- [Exercise details]:
Reply with nothing but the number of lines in the data below where the word "that" occurs.

- [Data shown]:
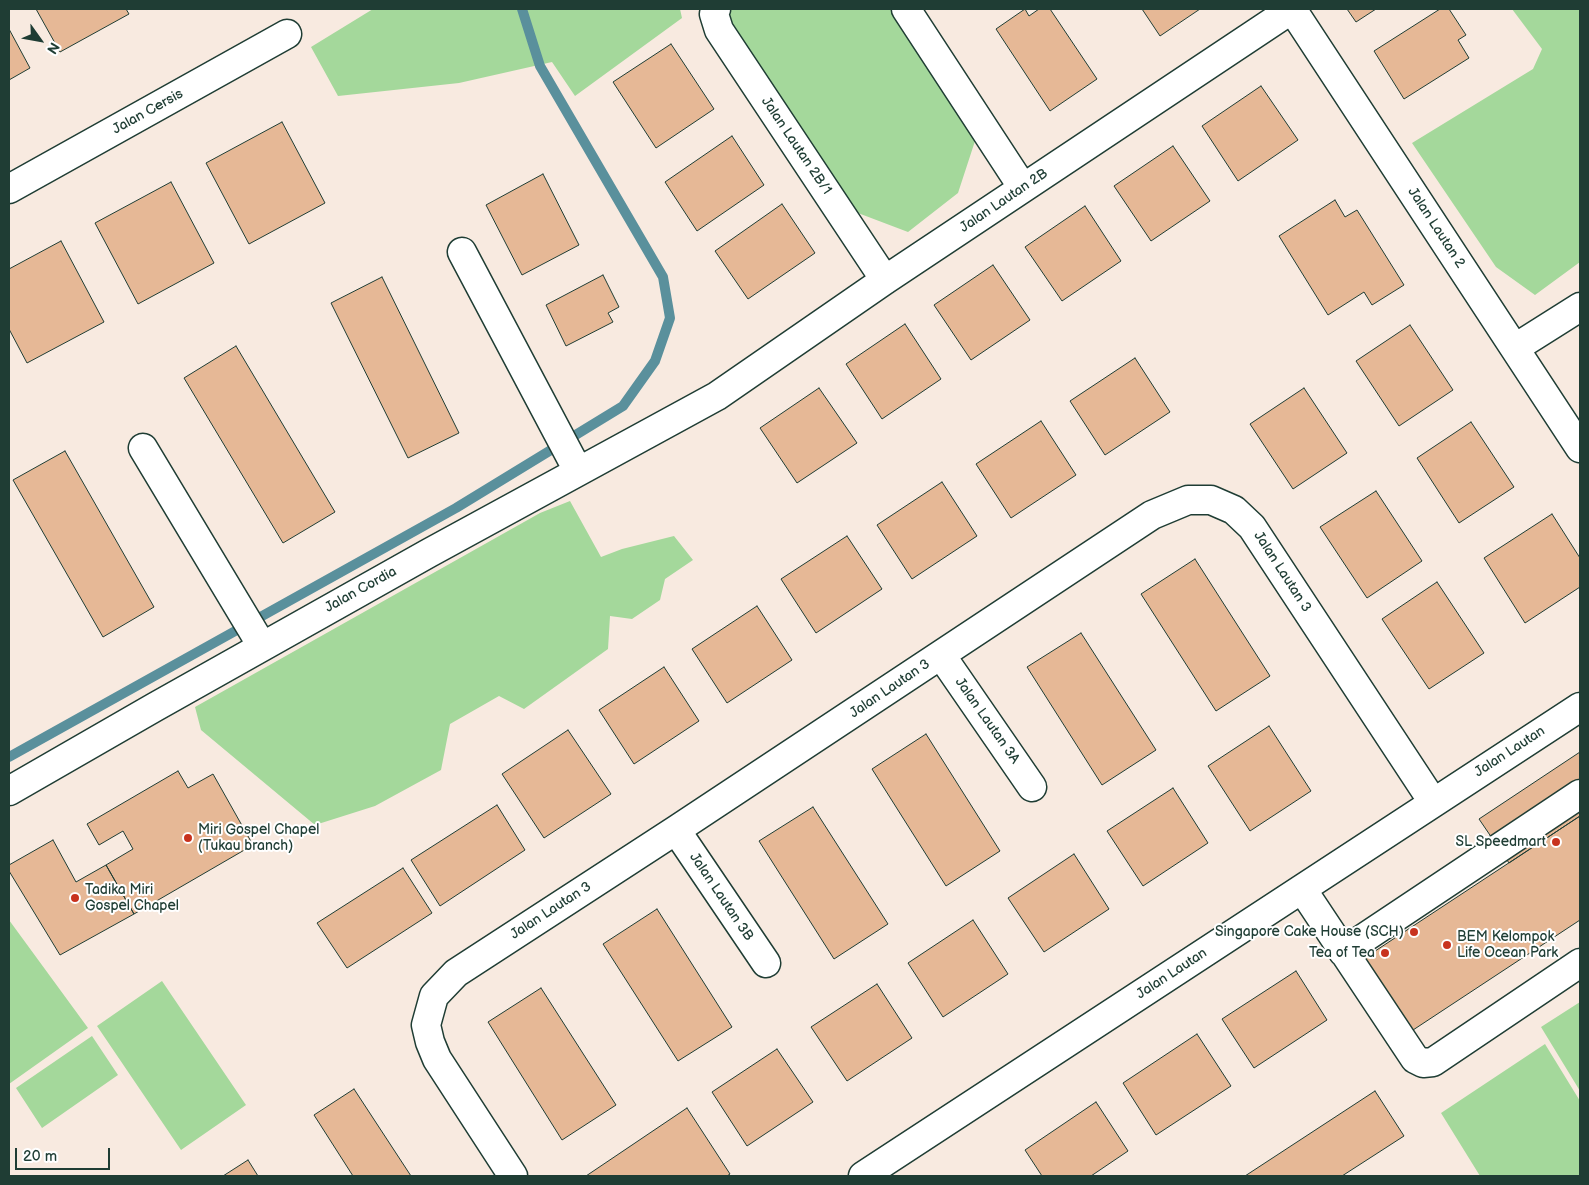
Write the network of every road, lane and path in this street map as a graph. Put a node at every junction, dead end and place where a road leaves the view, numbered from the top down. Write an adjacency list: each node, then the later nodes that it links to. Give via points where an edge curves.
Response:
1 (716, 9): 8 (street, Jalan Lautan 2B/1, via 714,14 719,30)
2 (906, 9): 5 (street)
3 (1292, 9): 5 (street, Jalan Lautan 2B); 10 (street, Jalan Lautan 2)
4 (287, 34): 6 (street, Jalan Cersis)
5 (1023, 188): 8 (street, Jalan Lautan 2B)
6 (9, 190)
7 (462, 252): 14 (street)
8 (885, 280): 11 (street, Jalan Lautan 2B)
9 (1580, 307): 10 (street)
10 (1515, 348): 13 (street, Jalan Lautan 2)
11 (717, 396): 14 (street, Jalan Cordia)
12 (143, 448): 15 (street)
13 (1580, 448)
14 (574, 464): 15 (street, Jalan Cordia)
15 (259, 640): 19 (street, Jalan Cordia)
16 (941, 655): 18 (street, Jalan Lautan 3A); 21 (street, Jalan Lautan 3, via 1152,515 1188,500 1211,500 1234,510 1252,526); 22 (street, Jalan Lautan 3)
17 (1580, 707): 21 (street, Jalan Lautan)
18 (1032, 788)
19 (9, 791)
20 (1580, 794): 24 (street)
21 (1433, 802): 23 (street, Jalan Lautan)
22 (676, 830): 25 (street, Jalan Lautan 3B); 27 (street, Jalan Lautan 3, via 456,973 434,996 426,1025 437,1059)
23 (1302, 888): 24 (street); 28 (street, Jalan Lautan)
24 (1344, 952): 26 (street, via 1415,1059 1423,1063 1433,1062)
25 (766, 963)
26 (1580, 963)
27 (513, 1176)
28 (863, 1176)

* * *

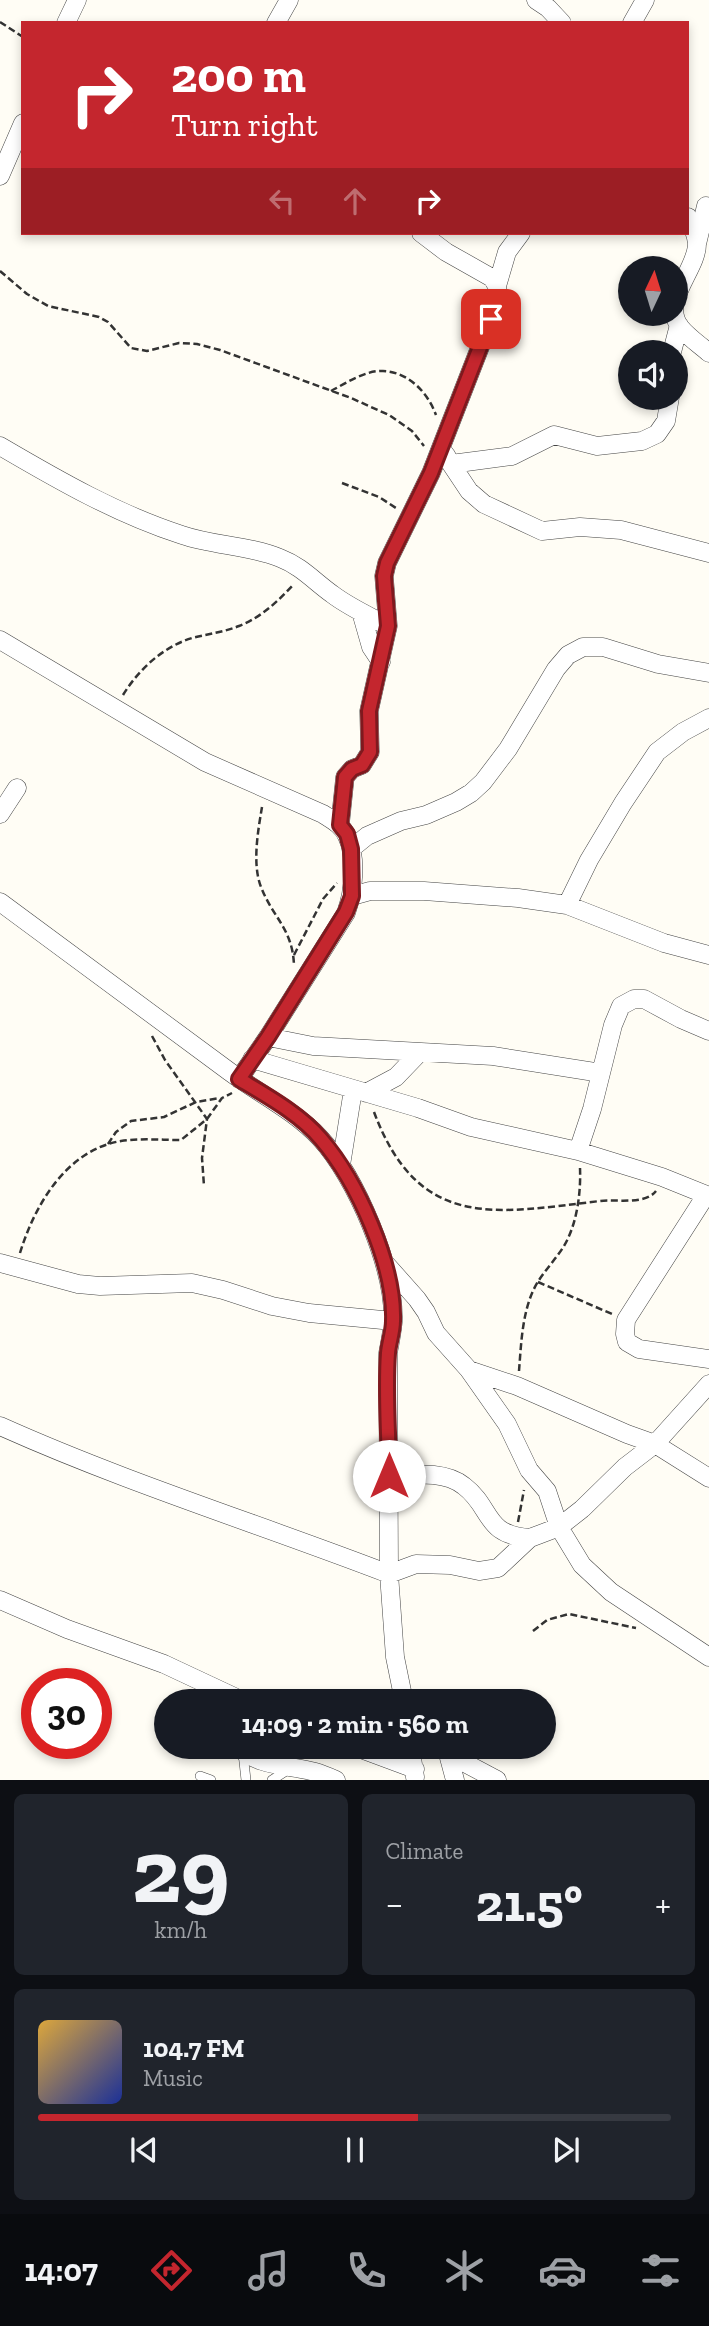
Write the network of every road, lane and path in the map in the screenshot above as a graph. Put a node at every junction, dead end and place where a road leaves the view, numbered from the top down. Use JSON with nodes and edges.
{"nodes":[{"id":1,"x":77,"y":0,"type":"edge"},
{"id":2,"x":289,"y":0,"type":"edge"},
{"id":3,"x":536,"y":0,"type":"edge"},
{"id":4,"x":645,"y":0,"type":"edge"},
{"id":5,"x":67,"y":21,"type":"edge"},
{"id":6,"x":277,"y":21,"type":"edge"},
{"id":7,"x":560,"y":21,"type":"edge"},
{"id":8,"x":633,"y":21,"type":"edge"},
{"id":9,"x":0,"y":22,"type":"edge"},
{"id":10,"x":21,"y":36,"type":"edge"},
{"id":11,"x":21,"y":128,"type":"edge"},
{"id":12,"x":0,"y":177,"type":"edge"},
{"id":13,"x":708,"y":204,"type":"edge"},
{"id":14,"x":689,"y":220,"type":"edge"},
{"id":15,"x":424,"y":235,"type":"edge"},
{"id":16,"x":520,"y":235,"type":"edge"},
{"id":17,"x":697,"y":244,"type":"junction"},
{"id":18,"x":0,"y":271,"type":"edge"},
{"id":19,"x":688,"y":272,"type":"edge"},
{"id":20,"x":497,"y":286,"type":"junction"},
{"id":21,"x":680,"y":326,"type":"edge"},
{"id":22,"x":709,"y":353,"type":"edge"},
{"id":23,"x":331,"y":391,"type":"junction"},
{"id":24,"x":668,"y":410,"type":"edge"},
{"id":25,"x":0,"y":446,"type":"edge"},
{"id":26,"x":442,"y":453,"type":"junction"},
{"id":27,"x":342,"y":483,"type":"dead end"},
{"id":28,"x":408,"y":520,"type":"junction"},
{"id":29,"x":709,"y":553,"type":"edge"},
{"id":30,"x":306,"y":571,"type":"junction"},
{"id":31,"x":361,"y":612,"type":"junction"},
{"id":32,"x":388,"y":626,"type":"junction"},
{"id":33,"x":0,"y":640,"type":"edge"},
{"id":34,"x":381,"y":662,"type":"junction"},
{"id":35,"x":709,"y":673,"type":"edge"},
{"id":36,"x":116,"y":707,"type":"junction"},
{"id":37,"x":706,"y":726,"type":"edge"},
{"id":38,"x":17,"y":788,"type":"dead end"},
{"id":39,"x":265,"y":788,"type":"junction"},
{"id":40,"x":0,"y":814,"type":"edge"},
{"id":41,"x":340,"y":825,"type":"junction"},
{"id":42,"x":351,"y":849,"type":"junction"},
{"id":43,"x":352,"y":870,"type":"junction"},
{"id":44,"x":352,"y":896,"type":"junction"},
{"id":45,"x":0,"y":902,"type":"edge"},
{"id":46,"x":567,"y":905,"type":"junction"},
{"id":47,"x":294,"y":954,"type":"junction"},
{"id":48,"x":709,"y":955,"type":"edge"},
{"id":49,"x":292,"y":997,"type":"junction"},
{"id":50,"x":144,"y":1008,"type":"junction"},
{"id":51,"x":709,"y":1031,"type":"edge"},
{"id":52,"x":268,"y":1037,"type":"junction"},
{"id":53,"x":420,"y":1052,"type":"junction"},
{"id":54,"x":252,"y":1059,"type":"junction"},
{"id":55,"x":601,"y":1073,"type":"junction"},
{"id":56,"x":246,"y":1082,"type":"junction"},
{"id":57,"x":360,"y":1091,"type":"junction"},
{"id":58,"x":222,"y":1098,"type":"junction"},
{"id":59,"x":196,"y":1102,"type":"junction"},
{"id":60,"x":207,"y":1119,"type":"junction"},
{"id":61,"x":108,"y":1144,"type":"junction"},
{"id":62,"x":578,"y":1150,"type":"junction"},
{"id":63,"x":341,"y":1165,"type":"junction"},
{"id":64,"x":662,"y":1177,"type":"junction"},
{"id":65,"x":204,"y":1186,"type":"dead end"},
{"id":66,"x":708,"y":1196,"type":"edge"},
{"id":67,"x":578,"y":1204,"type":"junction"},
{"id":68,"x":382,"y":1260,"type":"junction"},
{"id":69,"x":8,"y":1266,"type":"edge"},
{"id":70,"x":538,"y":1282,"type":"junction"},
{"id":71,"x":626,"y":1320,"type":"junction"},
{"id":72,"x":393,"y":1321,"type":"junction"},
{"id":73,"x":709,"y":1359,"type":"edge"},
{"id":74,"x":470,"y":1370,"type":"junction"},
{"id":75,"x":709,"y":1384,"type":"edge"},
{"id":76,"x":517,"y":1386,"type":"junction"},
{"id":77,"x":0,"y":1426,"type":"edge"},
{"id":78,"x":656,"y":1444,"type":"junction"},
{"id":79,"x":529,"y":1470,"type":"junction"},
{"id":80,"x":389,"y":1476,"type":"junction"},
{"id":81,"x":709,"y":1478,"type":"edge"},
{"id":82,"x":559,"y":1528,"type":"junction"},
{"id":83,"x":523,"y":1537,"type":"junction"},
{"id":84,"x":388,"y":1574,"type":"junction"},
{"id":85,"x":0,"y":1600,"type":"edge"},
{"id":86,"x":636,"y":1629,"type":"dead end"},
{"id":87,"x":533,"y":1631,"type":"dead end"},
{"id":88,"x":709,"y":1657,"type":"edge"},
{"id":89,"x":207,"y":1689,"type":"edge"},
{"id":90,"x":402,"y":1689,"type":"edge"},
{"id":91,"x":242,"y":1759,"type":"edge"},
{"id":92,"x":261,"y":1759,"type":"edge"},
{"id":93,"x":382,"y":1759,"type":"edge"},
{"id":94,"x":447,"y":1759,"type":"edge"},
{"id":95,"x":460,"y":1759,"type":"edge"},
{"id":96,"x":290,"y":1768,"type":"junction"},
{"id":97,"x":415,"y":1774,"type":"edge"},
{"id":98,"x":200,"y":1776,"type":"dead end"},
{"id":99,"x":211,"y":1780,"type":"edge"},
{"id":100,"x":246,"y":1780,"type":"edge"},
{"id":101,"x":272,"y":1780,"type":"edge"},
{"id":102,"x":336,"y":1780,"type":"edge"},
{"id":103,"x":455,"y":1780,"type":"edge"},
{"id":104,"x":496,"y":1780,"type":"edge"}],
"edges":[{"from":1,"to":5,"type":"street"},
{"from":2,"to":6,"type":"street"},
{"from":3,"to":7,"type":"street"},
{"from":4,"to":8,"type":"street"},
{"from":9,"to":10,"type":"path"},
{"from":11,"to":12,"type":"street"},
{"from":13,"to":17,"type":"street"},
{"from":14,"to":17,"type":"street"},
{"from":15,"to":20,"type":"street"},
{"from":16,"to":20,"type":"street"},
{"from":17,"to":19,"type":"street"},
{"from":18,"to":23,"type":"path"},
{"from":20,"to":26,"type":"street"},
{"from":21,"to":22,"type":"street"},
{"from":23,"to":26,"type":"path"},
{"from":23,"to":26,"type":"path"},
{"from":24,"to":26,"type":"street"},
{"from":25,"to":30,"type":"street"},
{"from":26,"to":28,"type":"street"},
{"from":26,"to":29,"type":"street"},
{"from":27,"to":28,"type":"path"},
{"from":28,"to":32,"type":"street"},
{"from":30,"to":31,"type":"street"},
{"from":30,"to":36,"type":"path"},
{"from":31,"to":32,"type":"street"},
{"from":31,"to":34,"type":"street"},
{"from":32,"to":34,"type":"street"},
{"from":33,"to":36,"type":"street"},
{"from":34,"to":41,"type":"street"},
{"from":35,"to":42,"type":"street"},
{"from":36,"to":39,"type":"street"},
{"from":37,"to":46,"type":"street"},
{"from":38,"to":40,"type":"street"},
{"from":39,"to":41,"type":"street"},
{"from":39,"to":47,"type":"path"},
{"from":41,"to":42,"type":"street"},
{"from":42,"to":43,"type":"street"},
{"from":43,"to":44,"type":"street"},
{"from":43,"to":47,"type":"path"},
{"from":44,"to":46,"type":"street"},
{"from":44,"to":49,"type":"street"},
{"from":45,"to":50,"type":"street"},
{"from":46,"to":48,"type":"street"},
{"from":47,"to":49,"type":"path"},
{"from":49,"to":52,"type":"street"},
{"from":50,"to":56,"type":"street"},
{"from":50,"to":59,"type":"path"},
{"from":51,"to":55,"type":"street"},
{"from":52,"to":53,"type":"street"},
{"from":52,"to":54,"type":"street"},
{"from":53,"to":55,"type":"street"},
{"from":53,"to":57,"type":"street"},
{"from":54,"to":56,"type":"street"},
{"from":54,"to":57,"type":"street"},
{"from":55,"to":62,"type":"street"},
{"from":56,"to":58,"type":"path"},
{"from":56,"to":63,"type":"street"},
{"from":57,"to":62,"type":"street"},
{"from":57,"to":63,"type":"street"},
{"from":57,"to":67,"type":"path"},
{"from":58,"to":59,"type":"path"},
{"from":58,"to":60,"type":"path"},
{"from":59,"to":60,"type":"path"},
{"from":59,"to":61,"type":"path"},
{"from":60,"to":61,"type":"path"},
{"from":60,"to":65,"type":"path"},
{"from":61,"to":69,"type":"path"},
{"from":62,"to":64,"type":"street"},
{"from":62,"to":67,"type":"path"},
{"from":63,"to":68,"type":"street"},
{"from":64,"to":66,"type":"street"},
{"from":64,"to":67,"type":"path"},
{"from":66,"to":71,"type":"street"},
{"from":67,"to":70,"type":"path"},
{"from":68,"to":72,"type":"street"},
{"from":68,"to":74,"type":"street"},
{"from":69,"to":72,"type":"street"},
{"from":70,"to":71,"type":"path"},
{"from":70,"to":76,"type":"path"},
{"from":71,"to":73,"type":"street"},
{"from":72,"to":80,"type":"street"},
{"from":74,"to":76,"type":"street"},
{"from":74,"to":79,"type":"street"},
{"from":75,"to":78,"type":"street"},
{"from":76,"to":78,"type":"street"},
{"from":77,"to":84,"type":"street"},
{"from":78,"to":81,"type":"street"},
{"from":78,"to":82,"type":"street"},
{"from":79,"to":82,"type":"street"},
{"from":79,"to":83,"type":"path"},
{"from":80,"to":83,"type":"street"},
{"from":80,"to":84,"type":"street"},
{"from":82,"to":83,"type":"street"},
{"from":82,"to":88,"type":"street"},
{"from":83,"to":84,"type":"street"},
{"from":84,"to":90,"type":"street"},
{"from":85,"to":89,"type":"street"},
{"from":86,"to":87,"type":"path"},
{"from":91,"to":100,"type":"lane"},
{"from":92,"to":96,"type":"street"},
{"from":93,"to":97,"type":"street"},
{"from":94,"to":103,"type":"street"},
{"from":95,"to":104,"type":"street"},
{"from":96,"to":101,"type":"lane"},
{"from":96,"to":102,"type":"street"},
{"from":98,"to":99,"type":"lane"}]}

==

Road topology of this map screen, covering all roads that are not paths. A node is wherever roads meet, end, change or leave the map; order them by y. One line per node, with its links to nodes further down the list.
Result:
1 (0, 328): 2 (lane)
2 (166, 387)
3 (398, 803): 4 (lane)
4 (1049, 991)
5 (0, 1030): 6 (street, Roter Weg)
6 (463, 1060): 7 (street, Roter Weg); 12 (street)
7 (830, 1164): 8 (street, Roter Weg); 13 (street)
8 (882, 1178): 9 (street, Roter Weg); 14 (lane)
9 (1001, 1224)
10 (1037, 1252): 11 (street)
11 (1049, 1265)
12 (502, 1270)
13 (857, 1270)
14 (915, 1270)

- [Solved problem]:
2